▶ _TASK STATEMENT_
Reproduce every line below exactly as written; do not include the images.

DATA RECORDS Block Start

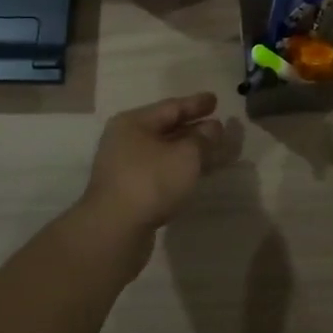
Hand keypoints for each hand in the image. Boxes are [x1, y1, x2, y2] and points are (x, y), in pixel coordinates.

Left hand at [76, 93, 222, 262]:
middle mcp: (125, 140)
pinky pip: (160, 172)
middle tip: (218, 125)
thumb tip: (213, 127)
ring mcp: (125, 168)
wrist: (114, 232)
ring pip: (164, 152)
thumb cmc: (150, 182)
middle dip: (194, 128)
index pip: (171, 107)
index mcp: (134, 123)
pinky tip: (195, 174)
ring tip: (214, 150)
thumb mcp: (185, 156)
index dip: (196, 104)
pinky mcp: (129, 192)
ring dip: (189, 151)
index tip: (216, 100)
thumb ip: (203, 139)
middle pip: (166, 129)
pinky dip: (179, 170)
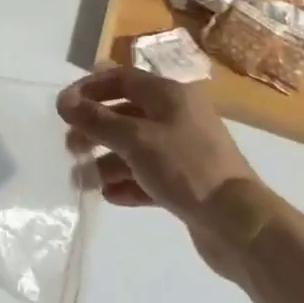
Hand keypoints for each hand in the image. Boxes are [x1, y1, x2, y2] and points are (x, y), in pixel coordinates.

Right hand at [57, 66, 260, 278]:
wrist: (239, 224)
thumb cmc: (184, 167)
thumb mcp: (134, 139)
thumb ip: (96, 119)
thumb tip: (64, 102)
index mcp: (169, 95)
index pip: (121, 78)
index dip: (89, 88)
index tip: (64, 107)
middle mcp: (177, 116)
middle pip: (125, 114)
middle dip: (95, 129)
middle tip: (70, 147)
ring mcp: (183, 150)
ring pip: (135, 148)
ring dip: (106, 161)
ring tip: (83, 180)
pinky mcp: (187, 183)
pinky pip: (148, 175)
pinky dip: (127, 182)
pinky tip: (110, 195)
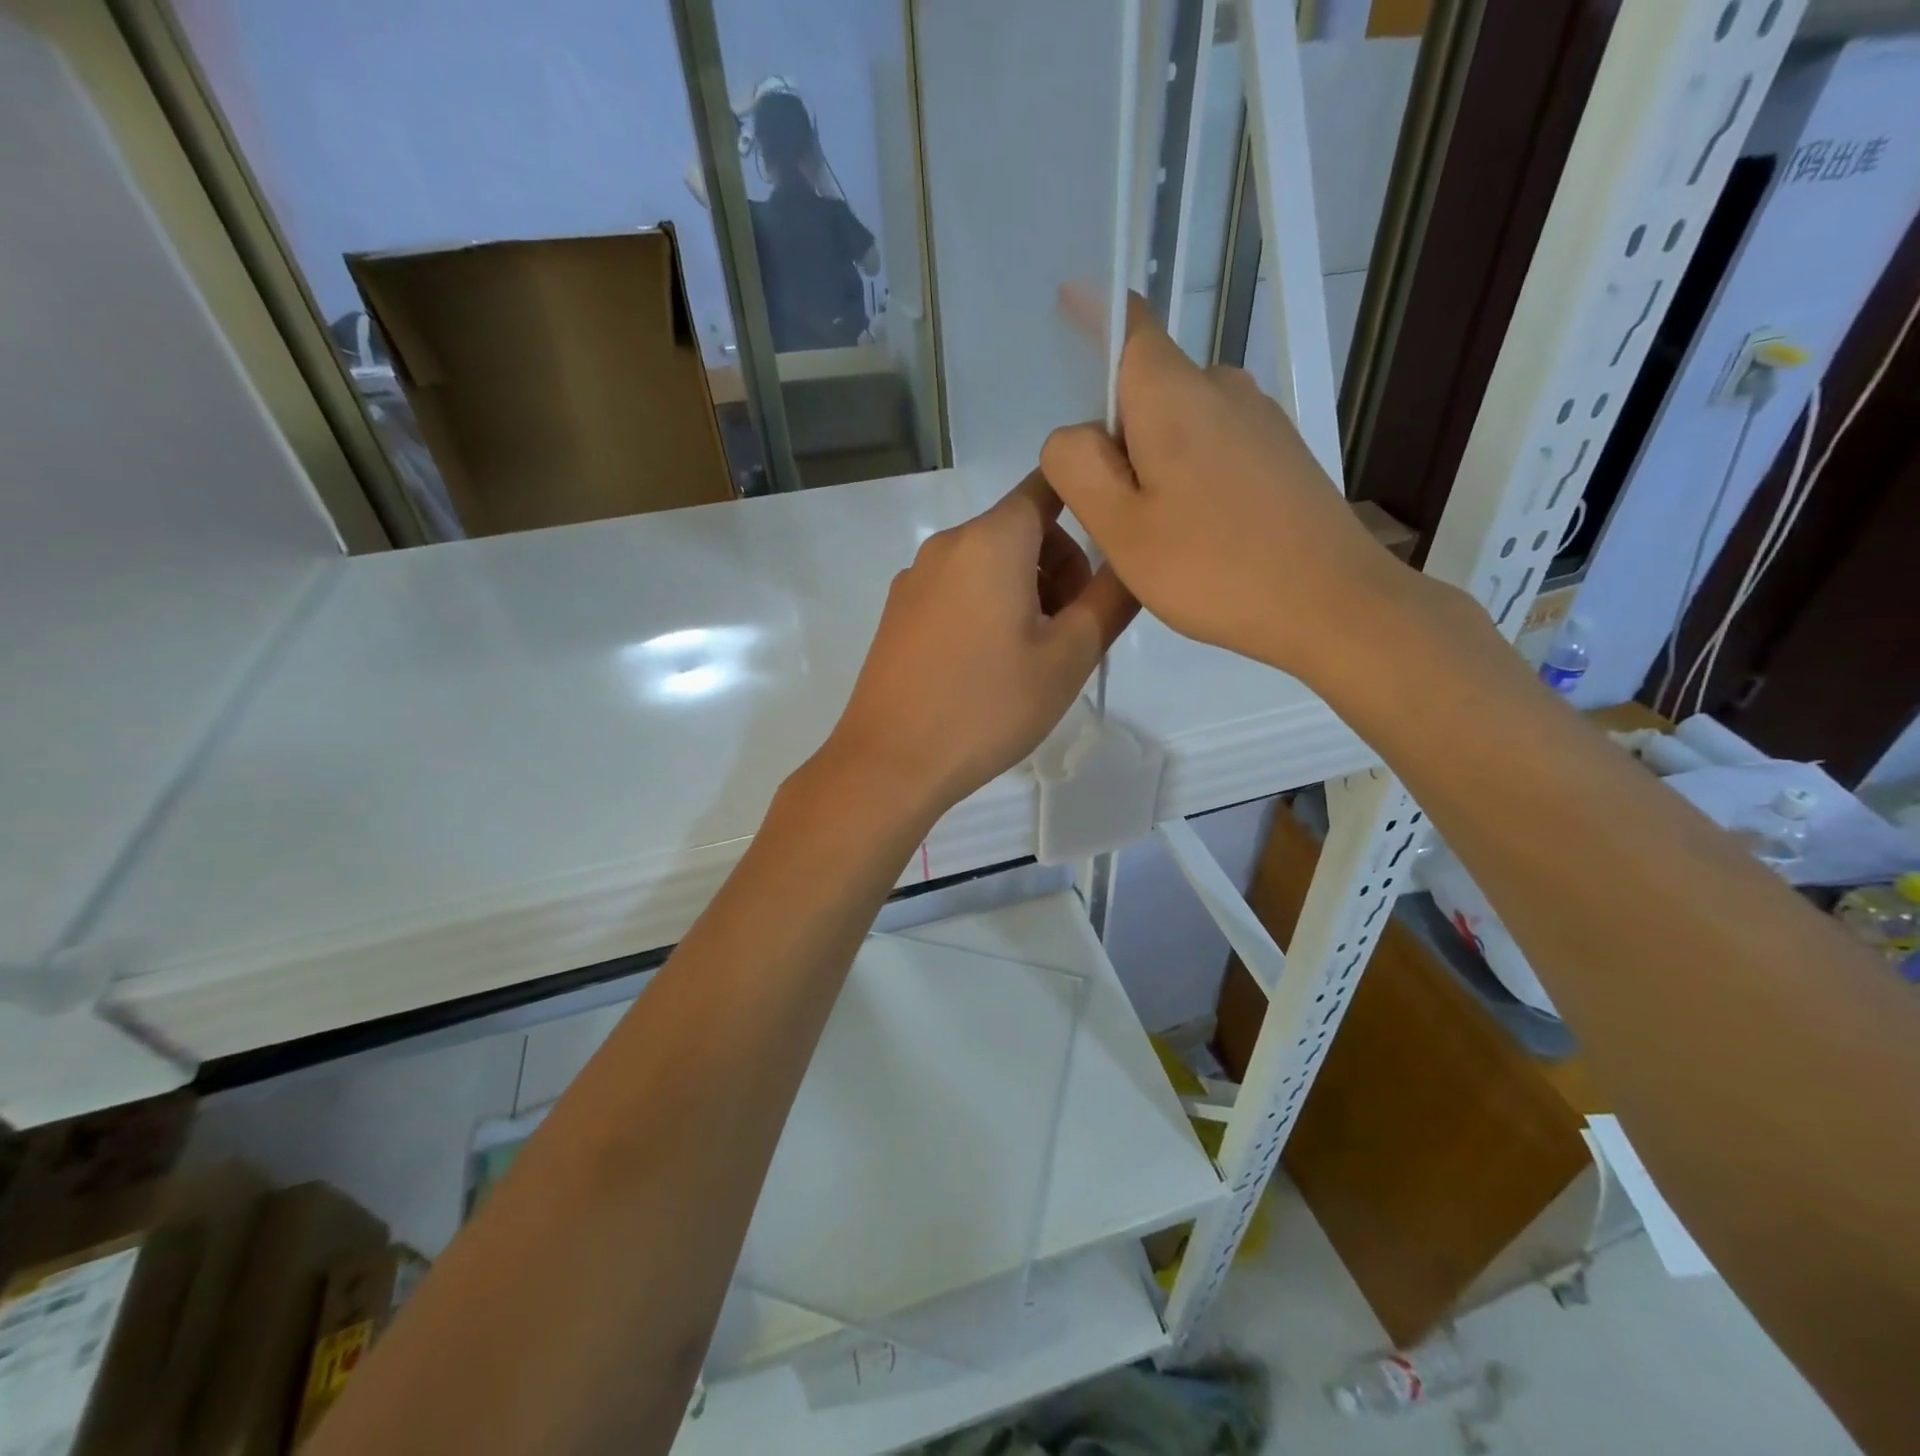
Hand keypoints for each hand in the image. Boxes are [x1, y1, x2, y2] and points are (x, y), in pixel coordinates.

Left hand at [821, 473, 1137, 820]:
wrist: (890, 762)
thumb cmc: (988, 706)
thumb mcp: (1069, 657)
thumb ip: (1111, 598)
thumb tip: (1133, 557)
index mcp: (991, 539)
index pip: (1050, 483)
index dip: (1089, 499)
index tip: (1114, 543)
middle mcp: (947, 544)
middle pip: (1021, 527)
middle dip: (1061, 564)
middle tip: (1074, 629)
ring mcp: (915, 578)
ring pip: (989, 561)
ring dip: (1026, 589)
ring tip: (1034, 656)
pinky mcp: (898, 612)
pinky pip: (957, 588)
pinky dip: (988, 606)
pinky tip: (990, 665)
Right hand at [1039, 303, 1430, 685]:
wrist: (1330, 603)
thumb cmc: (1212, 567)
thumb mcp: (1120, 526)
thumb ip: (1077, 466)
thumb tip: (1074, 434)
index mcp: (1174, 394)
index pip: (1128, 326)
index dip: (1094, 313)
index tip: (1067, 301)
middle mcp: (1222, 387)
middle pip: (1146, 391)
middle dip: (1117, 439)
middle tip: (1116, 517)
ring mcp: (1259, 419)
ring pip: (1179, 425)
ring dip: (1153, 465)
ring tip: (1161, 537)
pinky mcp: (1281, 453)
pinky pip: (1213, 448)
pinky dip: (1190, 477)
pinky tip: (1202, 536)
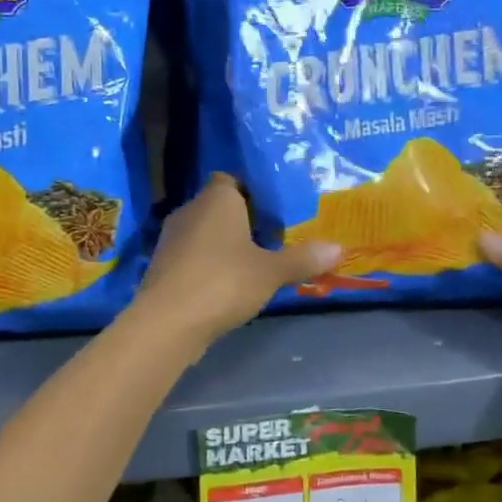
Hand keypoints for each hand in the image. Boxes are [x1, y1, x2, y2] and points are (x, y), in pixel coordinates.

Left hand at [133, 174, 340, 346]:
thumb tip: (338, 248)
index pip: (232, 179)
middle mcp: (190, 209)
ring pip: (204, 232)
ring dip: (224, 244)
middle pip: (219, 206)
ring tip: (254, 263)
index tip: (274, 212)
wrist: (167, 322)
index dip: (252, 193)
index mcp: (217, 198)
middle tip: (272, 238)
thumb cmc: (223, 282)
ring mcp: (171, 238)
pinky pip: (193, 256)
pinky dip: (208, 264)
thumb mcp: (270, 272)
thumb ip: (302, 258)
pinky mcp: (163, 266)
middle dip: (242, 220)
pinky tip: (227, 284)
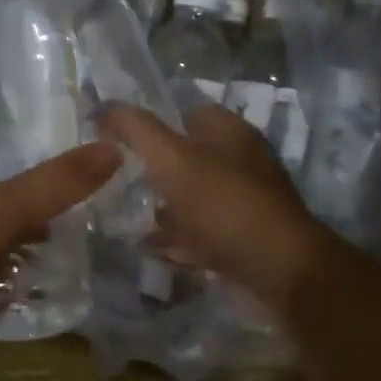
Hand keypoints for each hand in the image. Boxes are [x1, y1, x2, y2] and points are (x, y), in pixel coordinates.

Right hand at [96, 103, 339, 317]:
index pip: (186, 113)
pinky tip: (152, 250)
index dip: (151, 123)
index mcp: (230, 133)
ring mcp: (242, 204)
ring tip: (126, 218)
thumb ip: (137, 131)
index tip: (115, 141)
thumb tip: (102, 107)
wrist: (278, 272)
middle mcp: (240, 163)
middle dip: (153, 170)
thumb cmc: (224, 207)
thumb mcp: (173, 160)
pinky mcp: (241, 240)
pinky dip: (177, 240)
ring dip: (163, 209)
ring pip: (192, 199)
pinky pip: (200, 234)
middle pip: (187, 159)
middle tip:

DATA RECORDS Block End

▶ _SOLUTION FOR THIS TASK_
Hand keypoints for each hand in the image. Boxes are [x1, y1, x2, y2] and points are (x, y), in pixel coordinates.

Left hand at [76, 93, 222, 262]:
middle mcp: (125, 140)
pinky pip: (160, 172)
middle tip: (218, 125)
thumb tip: (213, 127)
ring mcp: (125, 168)
wrist: (114, 232)
ring pip: (164, 152)
thumb cmc: (150, 182)
middle dip: (194, 128)
index pip: (171, 107)
index mcp: (134, 123)
pinky tip: (195, 174)
ring tip: (214, 150)
thumb mcp: (185, 156)
index dip: (196, 104)
pinky mcp: (129, 192)
ring dip: (189, 151)
index tip: (216, 100)
thumb ip: (203, 139)
middle pip: (166, 129)
pinky dip: (179, 170)
Hand keypoints for each hand in the image. Boxes are [x1, y1, x2, y2] and points are (x, y), in pixel coordinates.

Right hand at [57, 66, 260, 278]:
wrist: (239, 224)
thumb cmc: (184, 167)
thumb mcp: (134, 139)
thumb ip: (96, 119)
thumb tip: (64, 102)
index mcp: (169, 95)
index pip: (121, 78)
index dip: (89, 88)
index tip: (64, 107)
middle mcp: (177, 116)
middle pip: (125, 114)
middle dip: (95, 129)
middle tip: (70, 147)
ring mcp: (183, 150)
ring pip: (135, 148)
ring dip: (106, 161)
ring tip: (83, 180)
pinky mcp: (187, 183)
pinky pip: (148, 175)
pinky dip: (127, 182)
pinky tip: (110, 195)
Hand keypoints for each hand in the image. Boxes are [x1, y1, x2, y2] and points are (x, y), in pixel coordinates.

Left hand at [821, 473, 1137, 820]:
wrist: (890, 762)
thumb cmc: (988, 706)
thumb mcp: (1069, 657)
thumb ip: (1111, 598)
thumb tip: (1133, 557)
index mcp: (991, 539)
index pip: (1050, 483)
index dip: (1089, 499)
index tip: (1114, 543)
middle mcp: (947, 544)
middle pip: (1021, 527)
middle dip: (1061, 564)
middle tip: (1074, 629)
ring mcp: (915, 578)
ring pip: (989, 561)
ring dip: (1026, 589)
ring tip: (1034, 656)
pinky mcp: (898, 612)
pinky pip: (957, 588)
pinky dip: (988, 606)
pinky tip: (990, 665)
Right hand at [1039, 303, 1430, 685]:
wrist: (1330, 603)
thumb cmc: (1212, 567)
thumb mcp: (1120, 526)
thumb ip: (1077, 466)
thumb tip: (1074, 434)
index mcp: (1174, 394)
index pip: (1128, 326)
index dip: (1094, 313)
index tip: (1067, 301)
middle mcp: (1222, 387)
middle pip: (1146, 391)
middle dip: (1117, 439)
middle tip: (1116, 517)
ring mcp: (1259, 419)
ring pip: (1179, 425)
ring dip: (1153, 465)
ring tip: (1161, 537)
pinky mcp: (1281, 453)
pinky pip: (1213, 448)
pinky dip: (1190, 477)
pinky tip: (1202, 536)
Hand keypoints for each hand in the image. Boxes are [x1, y1, x2, y2] and points are (x, y), in pixel coordinates.

Left hand at [133, 174, 340, 346]:
thumb tip: (338, 248)
index pip: (232, 179)
middle mcp: (190, 209)
ring pip: (204, 232)
ring dip: (224, 244)
middle pip: (219, 206)
ring tip: (254, 263)
index tip: (274, 212)
wrist: (167, 322)
index dip: (252, 193)
index mcp: (217, 198)
middle tip: (272, 238)
thumb cmc: (223, 282)
ring mcp: (171, 238)
pinky pip: (193, 256)
pinky dip: (208, 264)
thumb mcp: (270, 272)
thumb ip: (302, 258)
pinky mcp: (163, 266)
middle dip: (242, 220)
pinky tip: (227, 284)
Hand keypoints for each hand in the image. Boxes are [x1, y1, x2, y2] and points are (x, y), in pixel coordinates.

Right hand at [96, 103, 339, 317]:
index pip: (186, 113)
pinky tip: (152, 250)
index dip: (151, 123)
index mcp: (230, 133)
ring mcp: (242, 204)
ring tip: (126, 218)
thumb ip: (137, 131)
index tip: (115, 141)
thumb tip: (102, 107)
wrist: (278, 272)
middle mcp: (240, 163)
middle dip: (153, 170)
thumb cmc: (224, 207)
thumb mcp: (173, 160)
pinky mcp: (241, 240)
pinky dip: (177, 240)
ring dip: (163, 209)
ring pip: (192, 199)
pinky pip: (200, 234)
middle pip: (187, 159)
middle tip:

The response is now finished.